Required action: Return the data verbatim, without pictures.

(Stored data)
* * *
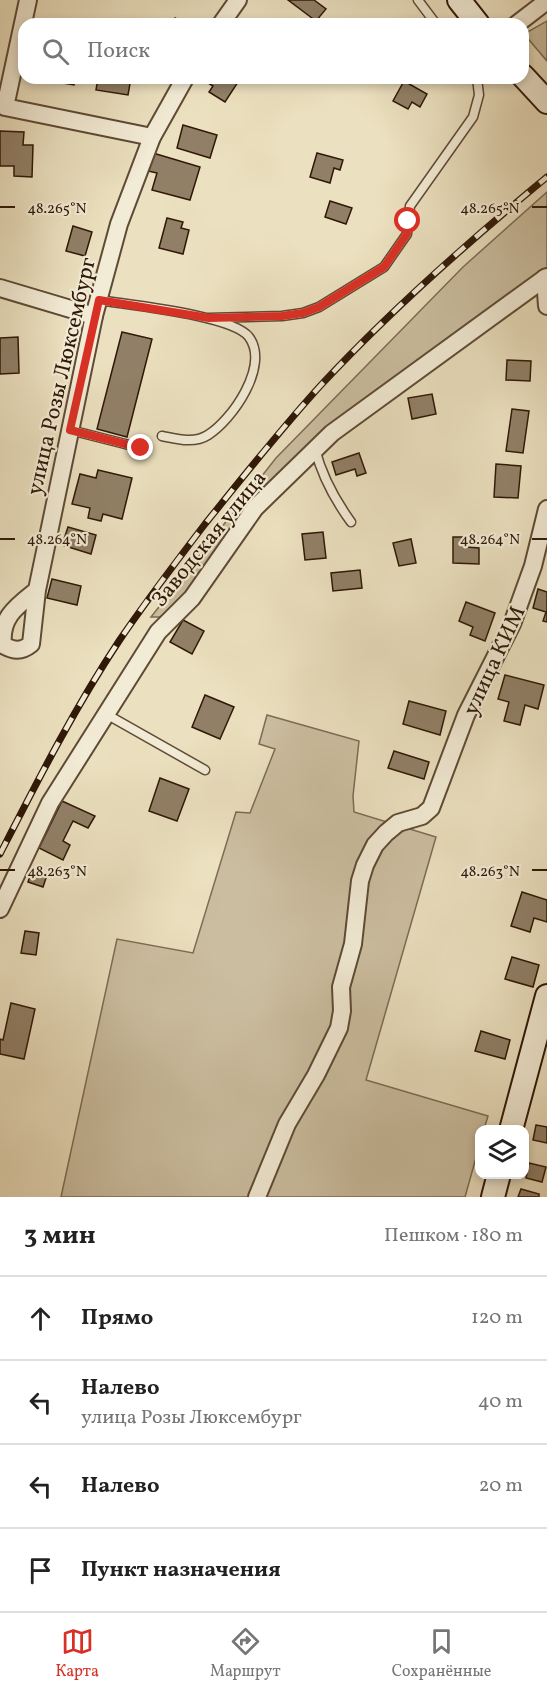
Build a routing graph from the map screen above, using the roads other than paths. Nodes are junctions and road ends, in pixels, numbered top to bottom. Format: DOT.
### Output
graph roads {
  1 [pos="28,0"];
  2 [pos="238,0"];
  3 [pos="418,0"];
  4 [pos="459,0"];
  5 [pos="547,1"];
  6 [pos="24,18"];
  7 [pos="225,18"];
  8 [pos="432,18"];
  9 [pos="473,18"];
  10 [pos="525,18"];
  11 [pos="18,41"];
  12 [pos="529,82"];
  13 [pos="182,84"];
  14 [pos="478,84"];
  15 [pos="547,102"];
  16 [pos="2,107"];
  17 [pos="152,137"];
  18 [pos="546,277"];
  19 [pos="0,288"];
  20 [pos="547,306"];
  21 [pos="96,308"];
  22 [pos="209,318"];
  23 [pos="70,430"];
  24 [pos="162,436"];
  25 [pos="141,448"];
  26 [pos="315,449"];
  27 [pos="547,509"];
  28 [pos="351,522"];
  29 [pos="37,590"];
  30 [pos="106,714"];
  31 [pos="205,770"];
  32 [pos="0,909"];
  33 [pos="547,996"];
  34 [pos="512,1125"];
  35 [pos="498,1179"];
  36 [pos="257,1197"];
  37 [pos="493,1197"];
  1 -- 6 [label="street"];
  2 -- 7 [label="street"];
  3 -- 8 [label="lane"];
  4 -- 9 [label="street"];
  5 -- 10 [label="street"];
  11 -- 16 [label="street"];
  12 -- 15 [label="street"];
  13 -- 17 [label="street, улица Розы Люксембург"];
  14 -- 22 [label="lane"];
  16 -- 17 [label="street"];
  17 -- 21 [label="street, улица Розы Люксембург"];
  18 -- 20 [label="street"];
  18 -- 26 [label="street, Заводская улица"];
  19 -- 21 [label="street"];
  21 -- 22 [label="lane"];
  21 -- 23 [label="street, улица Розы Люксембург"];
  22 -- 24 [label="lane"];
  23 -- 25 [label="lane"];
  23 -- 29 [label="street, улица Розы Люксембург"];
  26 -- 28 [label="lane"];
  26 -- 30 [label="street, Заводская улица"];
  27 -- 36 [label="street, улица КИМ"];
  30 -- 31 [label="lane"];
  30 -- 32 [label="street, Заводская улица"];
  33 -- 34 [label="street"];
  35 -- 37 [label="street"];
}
* * *
Worked solution:
Build a routing graph from the map screen above, using the roads other than paths. Nodes are junctions and road ends, in pixels, numbered top to bottom. Format: DOT.
### Output
graph roads {
  1 [pos="28,0"];
  2 [pos="238,0"];
  3 [pos="418,0"];
  4 [pos="459,0"];
  5 [pos="547,1"];
  6 [pos="24,18"];
  7 [pos="225,18"];
  8 [pos="432,18"];
  9 [pos="473,18"];
  10 [pos="525,18"];
  11 [pos="18,41"];
  12 [pos="529,82"];
  13 [pos="182,84"];
  14 [pos="478,84"];
  15 [pos="547,102"];
  16 [pos="2,107"];
  17 [pos="152,137"];
  18 [pos="546,277"];
  19 [pos="0,288"];
  20 [pos="547,306"];
  21 [pos="96,308"];
  22 [pos="209,318"];
  23 [pos="70,430"];
  24 [pos="162,436"];
  25 [pos="141,448"];
  26 [pos="315,449"];
  27 [pos="547,509"];
  28 [pos="351,522"];
  29 [pos="37,590"];
  30 [pos="106,714"];
  31 [pos="205,770"];
  32 [pos="0,909"];
  33 [pos="547,996"];
  34 [pos="512,1125"];
  35 [pos="498,1179"];
  36 [pos="257,1197"];
  37 [pos="493,1197"];
  1 -- 6 [label="street"];
  2 -- 7 [label="street"];
  3 -- 8 [label="lane"];
  4 -- 9 [label="street"];
  5 -- 10 [label="street"];
  11 -- 16 [label="street"];
  12 -- 15 [label="street"];
  13 -- 17 [label="street, улица Розы Люксембург"];
  14 -- 22 [label="lane"];
  16 -- 17 [label="street"];
  17 -- 21 [label="street, улица Розы Люксембург"];
  18 -- 20 [label="street"];
  18 -- 26 [label="street, Заводская улица"];
  19 -- 21 [label="street"];
  21 -- 22 [label="lane"];
  21 -- 23 [label="street, улица Розы Люксембург"];
  22 -- 24 [label="lane"];
  23 -- 25 [label="lane"];
  23 -- 29 [label="street, улица Розы Люксембург"];
  26 -- 28 [label="lane"];
  26 -- 30 [label="street, Заводская улица"];
  27 -- 36 [label="street, улица КИМ"];
  30 -- 31 [label="lane"];
  30 -- 32 [label="street, Заводская улица"];
  33 -- 34 [label="street"];
  35 -- 37 [label="street"];
}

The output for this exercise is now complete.